No clear picture emerged about whether one type of robopet is better than another—most research has so far been done on one product. It is also not known if there are long‐term impacts of robopets, or whether novelty confers some of the possible benefit. It is possible that the nature of interactions may change from those initially stimulated through curiosity, but whether these reduce impact or simply change it needs to be investigated. In addition, innovations in methods used in quantitative research to capture the nature of engagement and interaction impacts, as well as how comfort, affection and pleasure may be facilitated, would be useful. The qualitative research also identified some potential harms which could also be incorporated in to future quantitative assessments.

5. CONCLUSION

This systematic review integrates the evidence from rich qualitative studies with effectiveness evidence from RCTs on the impact and interactions of robopets for older adults in residential care. Together the findings indicate that robopets, for those that engage and interact with them, appear to have the potential to impact favourably on outcomes such as loneliness and agitation. The evidence to date, however, comes from studies of low to moderate quality and is both diverse and complex.
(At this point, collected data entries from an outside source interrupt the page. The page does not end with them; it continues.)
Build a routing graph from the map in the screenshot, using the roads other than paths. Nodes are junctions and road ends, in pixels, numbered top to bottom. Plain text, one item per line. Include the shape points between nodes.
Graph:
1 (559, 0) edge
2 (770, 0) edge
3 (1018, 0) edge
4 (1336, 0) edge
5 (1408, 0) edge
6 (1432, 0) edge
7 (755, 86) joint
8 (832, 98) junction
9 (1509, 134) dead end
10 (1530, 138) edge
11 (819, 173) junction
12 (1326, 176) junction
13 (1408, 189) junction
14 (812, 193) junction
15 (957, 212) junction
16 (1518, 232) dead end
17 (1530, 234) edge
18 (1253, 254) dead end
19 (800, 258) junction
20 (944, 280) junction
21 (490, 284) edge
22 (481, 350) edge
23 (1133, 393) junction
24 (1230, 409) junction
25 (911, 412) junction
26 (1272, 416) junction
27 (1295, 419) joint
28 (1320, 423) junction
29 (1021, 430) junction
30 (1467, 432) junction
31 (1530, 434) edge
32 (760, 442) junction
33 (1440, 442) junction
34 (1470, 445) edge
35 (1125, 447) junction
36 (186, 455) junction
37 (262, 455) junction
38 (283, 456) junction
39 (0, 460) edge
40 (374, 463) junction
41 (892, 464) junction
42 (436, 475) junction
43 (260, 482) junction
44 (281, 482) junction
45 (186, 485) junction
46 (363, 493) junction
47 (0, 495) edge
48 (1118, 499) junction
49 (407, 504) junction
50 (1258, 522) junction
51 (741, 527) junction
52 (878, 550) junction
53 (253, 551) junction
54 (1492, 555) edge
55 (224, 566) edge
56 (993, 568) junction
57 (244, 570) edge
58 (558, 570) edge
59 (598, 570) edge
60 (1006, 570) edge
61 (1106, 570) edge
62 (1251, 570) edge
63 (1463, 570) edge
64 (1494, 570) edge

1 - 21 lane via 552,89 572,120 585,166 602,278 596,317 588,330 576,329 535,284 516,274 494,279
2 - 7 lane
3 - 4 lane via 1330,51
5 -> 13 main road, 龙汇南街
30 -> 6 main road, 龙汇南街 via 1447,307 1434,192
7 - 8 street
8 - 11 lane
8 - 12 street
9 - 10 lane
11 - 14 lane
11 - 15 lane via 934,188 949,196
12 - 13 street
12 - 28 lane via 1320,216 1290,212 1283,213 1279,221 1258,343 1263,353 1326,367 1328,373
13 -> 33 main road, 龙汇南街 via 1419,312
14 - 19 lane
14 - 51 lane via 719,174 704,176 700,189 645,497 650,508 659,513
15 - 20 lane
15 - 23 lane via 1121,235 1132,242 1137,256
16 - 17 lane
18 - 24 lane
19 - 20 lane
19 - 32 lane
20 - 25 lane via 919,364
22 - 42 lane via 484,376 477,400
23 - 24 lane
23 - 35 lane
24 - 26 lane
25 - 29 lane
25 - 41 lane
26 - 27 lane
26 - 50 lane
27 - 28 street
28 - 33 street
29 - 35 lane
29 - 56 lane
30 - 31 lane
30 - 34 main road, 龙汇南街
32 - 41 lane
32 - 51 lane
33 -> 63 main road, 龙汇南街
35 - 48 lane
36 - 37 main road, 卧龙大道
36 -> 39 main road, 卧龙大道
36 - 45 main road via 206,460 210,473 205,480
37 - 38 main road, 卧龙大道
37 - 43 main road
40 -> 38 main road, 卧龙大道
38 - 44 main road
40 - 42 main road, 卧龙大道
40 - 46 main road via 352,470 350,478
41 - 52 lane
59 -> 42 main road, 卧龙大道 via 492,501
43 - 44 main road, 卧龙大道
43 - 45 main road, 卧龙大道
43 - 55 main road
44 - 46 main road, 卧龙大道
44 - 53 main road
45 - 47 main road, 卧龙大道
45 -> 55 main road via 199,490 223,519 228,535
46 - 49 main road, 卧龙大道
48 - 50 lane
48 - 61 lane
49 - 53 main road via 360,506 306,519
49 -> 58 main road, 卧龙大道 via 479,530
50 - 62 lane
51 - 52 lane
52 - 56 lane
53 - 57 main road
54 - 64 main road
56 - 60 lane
Understanding more about their long‐term impact and the implications for implementation is required before robopets could be considered for routine use with older adults in residential care.

IMPLICATIONS FOR PRACTICE

  • For those that choose to engage with them, robopets have the potential to reduce loneliness and agitation, increase social interactions, as well as provide comfort and pleasure. Interactions are highly varied and influenced by personal histories and the type and characteristics of the robopet.

  • Not everyone engages with robopets, and some older adults, families and nursing staff might actively dislike them. Training in how to best use and introduce robopets may help improve resident engagement and staff confidence in using them.

  • Whilst robopets should not be considered a replacement for human interaction, there appears to be scope for using them as therapy for agitated or isolated residents.

CONFLICT OF INTEREST

The authors declare no conflict of interest.

AUTHOR CONTRIBUTION

RA, JTC and RG conceived the concept of the study and all authors contributed to the design of the study. AB designed the searches. RA, NO, PM, BW and AB screened and data extracted the literature. RA and NO carried out the data syntheses. RA and NO drafted the manuscript, and all authors commented on subsequent drafts and contributed to the discussion and implications.

Supporting information

Abbott R, Orr N, McGill P, et al. How do “robopets” impact the health and well‐being of residents in care homes? A systematic review of qualitative and quantitative evidence. Int J Older People Nurs. 2019;14:e12239 10.1111/opn.12239

PROSPERO registration no: CRD42017081794.

Funding information

Preparation of this manuscript was supported by the National Institute for Health Research (NIHR) Collaboration for Leadership in Applied Health Research and Care South West Peninsula. The funders had no role in the design or conduct of the review, data collection, analysis or interpretation, or approval of the manuscript. The views expressed in this article are those of the authors and not necessarily those of the NHS, the NIHR, or the Department of Health and Social care.